Blog Engineering

Share this post on Twitter

Online migrations at scale

Jacqueline Xu on February 2, 2017 in Engineering

Engineering teams face a common challenge when building software: they eventually need to redesign the data models they use to support clean abstractions and more complex features. In production environments, this might mean migrating millions of active objects and refactoring thousands of lines of code.

Stripe users expect availability and consistency from our API. This means that when we do migrations, we need to be extra careful: objects stored in our systems need to have accurate values, and Stripe’s services need to remain available at all times.

In this post, we’ll explain how we safely did one large migration of our hundreds of millions of Subscriptions objects.


Why are migrations hard?

  • Scale

    Stripe has hundreds of millions of Subscriptions objects. Running a large migration that touches all of those objects is a lot of work for our production database.

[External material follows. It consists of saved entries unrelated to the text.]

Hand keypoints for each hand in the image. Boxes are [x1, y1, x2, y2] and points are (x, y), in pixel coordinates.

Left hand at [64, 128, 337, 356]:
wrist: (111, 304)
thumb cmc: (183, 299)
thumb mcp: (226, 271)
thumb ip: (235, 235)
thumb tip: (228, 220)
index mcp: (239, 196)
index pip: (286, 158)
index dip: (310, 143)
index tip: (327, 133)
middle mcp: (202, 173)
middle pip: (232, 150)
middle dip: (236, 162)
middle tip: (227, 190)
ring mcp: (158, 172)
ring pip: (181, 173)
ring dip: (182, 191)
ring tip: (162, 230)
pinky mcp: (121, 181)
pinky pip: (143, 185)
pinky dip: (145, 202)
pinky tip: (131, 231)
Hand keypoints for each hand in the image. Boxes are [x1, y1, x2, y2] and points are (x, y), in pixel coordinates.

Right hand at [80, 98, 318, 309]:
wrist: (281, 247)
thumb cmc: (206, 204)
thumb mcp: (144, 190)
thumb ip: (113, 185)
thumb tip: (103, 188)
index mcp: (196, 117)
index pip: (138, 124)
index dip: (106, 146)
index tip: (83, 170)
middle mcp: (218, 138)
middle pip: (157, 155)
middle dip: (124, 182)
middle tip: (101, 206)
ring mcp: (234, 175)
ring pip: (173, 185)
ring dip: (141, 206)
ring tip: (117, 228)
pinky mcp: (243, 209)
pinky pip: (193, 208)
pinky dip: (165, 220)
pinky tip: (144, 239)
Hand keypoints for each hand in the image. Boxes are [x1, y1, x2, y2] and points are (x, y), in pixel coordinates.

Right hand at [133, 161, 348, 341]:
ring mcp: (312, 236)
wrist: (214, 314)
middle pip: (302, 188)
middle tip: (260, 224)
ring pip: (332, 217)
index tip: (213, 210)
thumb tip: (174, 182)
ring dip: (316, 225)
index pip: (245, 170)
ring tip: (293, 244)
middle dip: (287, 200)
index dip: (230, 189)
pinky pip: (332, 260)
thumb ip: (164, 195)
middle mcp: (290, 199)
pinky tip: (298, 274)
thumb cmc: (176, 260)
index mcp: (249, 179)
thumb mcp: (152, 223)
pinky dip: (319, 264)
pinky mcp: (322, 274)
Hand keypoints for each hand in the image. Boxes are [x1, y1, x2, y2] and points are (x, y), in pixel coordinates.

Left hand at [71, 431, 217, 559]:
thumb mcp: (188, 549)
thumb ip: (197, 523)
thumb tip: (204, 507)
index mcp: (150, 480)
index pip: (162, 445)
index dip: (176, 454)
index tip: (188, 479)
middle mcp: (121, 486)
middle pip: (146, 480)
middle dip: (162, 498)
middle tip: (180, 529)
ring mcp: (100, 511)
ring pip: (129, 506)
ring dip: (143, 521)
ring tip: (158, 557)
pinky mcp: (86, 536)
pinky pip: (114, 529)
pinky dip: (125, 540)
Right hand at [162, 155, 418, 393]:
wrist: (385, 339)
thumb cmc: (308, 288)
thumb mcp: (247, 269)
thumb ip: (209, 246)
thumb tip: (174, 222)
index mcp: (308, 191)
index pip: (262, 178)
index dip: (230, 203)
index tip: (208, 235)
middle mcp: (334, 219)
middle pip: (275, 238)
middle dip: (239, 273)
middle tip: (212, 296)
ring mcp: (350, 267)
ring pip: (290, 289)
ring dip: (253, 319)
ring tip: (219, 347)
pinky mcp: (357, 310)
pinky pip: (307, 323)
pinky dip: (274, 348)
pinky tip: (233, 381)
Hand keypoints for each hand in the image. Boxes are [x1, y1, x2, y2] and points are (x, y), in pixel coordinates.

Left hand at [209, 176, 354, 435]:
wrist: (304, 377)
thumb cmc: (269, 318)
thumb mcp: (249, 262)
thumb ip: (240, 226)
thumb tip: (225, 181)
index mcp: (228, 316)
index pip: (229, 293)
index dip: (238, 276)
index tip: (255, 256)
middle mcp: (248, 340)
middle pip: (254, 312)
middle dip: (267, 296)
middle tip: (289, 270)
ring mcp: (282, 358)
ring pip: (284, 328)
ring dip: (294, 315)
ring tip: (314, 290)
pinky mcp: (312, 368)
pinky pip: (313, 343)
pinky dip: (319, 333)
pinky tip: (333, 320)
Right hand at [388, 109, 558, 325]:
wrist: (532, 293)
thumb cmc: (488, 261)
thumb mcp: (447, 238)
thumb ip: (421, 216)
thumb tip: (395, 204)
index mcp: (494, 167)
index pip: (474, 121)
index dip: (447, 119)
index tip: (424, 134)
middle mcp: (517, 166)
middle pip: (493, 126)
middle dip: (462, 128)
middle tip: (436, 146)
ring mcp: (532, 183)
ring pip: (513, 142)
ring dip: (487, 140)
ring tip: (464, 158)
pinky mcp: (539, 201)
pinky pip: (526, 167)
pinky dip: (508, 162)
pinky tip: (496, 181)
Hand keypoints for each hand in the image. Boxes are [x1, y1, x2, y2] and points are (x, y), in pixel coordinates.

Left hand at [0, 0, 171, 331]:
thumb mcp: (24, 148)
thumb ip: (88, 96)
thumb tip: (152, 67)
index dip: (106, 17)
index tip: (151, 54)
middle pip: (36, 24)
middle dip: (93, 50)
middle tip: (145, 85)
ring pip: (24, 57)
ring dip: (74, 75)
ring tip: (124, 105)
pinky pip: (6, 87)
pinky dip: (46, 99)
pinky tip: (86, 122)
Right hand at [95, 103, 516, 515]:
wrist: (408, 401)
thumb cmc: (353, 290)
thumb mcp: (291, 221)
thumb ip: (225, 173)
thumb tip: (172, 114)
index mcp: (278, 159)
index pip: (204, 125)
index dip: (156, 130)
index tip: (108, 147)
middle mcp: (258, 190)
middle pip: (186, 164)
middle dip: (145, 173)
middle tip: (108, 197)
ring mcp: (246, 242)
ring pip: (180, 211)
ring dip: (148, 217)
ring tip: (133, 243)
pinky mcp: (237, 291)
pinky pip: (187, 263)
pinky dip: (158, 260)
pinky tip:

    Imagine that it takes one second to migrate each subscription object: in sequential fashion, it would take over three years to migrate one hundred million objects.

  • Uptime

    Businesses are constantly transacting on Stripe. We perform all infrastructure upgrades online, rather than relying on planned maintenance windows. Because we couldn’t simply pause the Subscriptions service during migrations, we had to execute the transition with all of our services operating at 100%.

  • Accuracy

    Our Subscriptions table is used in many different places in our codebase. If we tried to change thousands of lines of code across the Subscriptions service at once, we would almost certainly overlook some edge cases. We needed to be sure that every service could continue to rely on accurate data.

A pattern for online migrations

Moving millions of objects from one database table to another is difficult, but it’s something that many companies need to do.

There’s a common 4 step dual writing pattern that people often use to do large online migrations like this. Here’s how it works:

  1. Dual writing to the existing and new tables to keep them in sync.
  2. Changing all read paths in our codebase to read from the new table.
  3. Changing all write paths in our codebase to only write to the new table.
  4. Removing old data that relies on the outdated data model.


Our example migration: Subscriptions

What are Subscriptions and why did we need to do a migration?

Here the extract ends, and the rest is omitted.